**AVAILABLE RECORDS**
____________
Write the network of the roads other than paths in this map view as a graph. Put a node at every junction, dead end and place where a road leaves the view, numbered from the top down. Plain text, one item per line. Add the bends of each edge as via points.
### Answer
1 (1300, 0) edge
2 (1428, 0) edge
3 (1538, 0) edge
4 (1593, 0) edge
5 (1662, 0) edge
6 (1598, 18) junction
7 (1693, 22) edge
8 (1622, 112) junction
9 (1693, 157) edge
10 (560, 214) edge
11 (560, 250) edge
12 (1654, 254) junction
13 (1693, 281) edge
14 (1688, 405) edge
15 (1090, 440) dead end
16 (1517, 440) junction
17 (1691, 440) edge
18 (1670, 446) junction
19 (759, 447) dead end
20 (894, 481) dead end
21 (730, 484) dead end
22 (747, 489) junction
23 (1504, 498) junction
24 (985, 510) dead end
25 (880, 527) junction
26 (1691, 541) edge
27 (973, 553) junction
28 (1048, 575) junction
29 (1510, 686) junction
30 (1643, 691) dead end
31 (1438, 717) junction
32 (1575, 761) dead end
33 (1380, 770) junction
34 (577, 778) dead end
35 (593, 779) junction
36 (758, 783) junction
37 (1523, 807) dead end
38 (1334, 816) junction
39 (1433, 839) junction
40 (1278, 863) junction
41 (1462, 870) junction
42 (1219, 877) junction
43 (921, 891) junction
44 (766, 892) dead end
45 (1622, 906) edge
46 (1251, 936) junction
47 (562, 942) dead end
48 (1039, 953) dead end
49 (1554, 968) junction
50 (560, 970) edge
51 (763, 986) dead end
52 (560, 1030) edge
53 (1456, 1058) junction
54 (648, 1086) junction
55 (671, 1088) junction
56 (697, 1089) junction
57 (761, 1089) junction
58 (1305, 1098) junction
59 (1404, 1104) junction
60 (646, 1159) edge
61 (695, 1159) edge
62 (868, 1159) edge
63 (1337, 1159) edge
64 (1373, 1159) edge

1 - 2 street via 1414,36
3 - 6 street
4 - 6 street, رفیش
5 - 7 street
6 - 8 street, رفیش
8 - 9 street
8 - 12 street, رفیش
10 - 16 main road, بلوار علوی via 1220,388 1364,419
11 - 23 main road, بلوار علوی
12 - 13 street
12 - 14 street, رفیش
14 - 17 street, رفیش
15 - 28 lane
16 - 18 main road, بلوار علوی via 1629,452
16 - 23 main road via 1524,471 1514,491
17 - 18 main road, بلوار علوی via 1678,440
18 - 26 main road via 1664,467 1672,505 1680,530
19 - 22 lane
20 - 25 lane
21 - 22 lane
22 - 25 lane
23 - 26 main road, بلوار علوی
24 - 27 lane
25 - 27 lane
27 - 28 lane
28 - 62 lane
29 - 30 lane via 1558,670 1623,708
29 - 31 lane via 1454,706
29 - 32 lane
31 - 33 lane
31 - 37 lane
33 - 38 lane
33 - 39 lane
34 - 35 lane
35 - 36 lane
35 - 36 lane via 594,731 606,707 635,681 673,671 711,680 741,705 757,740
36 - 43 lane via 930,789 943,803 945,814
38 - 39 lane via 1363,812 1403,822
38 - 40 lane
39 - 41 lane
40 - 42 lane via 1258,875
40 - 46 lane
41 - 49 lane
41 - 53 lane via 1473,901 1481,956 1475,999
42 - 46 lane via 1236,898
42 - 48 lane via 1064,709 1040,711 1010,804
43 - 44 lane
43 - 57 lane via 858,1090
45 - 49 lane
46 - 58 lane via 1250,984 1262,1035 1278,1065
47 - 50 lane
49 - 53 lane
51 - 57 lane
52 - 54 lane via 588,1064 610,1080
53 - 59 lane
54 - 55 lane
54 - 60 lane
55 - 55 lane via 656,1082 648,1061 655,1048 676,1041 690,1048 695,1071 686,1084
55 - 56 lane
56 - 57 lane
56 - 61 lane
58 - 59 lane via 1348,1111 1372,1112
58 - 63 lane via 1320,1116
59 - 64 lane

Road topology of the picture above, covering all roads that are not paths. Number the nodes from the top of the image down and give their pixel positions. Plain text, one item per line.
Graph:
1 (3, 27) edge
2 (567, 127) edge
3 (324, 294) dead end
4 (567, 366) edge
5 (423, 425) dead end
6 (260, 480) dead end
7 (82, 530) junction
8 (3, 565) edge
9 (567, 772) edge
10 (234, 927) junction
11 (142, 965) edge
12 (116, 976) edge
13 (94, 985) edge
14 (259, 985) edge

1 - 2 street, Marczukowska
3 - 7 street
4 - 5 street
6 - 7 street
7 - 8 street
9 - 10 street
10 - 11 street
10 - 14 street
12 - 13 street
____________
**TASK DIRECTIONS**
Copy the records above, keeping each line identical.

**ANSWER SECTION**
Write the network of the roads other than paths in this map view as a graph. Put a node at every junction, dead end and place where a road leaves the view, numbered from the top down. Plain text, one item per line. Add the bends of each edge as via points.
### Answer
1 (1300, 0) edge
2 (1428, 0) edge
3 (1538, 0) edge
4 (1593, 0) edge
5 (1662, 0) edge
6 (1598, 18) junction
7 (1693, 22) edge
8 (1622, 112) junction
9 (1693, 157) edge
10 (560, 214) edge
11 (560, 250) edge
12 (1654, 254) junction
13 (1693, 281) edge
14 (1688, 405) edge
15 (1090, 440) dead end
16 (1517, 440) junction
17 (1691, 440) edge
18 (1670, 446) junction
19 (759, 447) dead end
20 (894, 481) dead end
21 (730, 484) dead end
22 (747, 489) junction
23 (1504, 498) junction
24 (985, 510) dead end
25 (880, 527) junction
26 (1691, 541) edge
27 (973, 553) junction
28 (1048, 575) junction
29 (1510, 686) junction
30 (1643, 691) dead end
31 (1438, 717) junction
32 (1575, 761) dead end
33 (1380, 770) junction
34 (577, 778) dead end
35 (593, 779) junction
36 (758, 783) junction
37 (1523, 807) dead end
38 (1334, 816) junction
39 (1433, 839) junction
40 (1278, 863) junction
41 (1462, 870) junction
42 (1219, 877) junction
43 (921, 891) junction
44 (766, 892) dead end
45 (1622, 906) edge
46 (1251, 936) junction
47 (562, 942) dead end
48 (1039, 953) dead end
49 (1554, 968) junction
50 (560, 970) edge
51 (763, 986) dead end
52 (560, 1030) edge
53 (1456, 1058) junction
54 (648, 1086) junction
55 (671, 1088) junction
56 (697, 1089) junction
57 (761, 1089) junction
58 (1305, 1098) junction
59 (1404, 1104) junction
60 (646, 1159) edge
61 (695, 1159) edge
62 (868, 1159) edge
63 (1337, 1159) edge
64 (1373, 1159) edge

1 - 2 street via 1414,36
3 - 6 street
4 - 6 street, رفیش
5 - 7 street
6 - 8 street, رفیش
8 - 9 street
8 - 12 street, رفیش
10 - 16 main road, بلوار علوی via 1220,388 1364,419
11 - 23 main road, بلوار علوی
12 - 13 street
12 - 14 street, رفیش
14 - 17 street, رفیش
15 - 28 lane
16 - 18 main road, بلوار علوی via 1629,452
16 - 23 main road via 1524,471 1514,491
17 - 18 main road, بلوار علوی via 1678,440
18 - 26 main road via 1664,467 1672,505 1680,530
19 - 22 lane
20 - 25 lane
21 - 22 lane
22 - 25 lane
23 - 26 main road, بلوار علوی
24 - 27 lane
25 - 27 lane
27 - 28 lane
28 - 62 lane
29 - 30 lane via 1558,670 1623,708
29 - 31 lane via 1454,706
29 - 32 lane
31 - 33 lane
31 - 37 lane
33 - 38 lane
33 - 39 lane
34 - 35 lane
35 - 36 lane
35 - 36 lane via 594,731 606,707 635,681 673,671 711,680 741,705 757,740
36 - 43 lane via 930,789 943,803 945,814
38 - 39 lane via 1363,812 1403,822
38 - 40 lane
39 - 41 lane
40 - 42 lane via 1258,875
40 - 46 lane
41 - 49 lane
41 - 53 lane via 1473,901 1481,956 1475,999
42 - 46 lane via 1236,898
42 - 48 lane via 1064,709 1040,711 1010,804
43 - 44 lane
43 - 57 lane via 858,1090
45 - 49 lane
46 - 58 lane via 1250,984 1262,1035 1278,1065
47 - 50 lane
49 - 53 lane
51 - 57 lane
52 - 54 lane via 588,1064 610,1080
53 - 59 lane
54 - 55 lane
54 - 60 lane
55 - 55 lane via 656,1082 648,1061 655,1048 676,1041 690,1048 695,1071 686,1084
55 - 56 lane
56 - 57 lane
56 - 61 lane
58 - 59 lane via 1348,1111 1372,1112
58 - 63 lane via 1320,1116
59 - 64 lane

Road topology of the picture above, covering all roads that are not paths. Number the nodes from the top of the image down and give their pixel positions. Plain text, one item per line.
Graph:
1 (3, 27) edge
2 (567, 127) edge
3 (324, 294) dead end
4 (567, 366) edge
5 (423, 425) dead end
6 (260, 480) dead end
7 (82, 530) junction
8 (3, 565) edge
9 (567, 772) edge
10 (234, 927) junction
11 (142, 965) edge
12 (116, 976) edge
13 (94, 985) edge
14 (259, 985) edge

1 - 2 street, Marczukowska
3 - 7 street
4 - 5 street
6 - 7 street
7 - 8 street
9 - 10 street
10 - 11 street
10 - 14 street
12 - 13 street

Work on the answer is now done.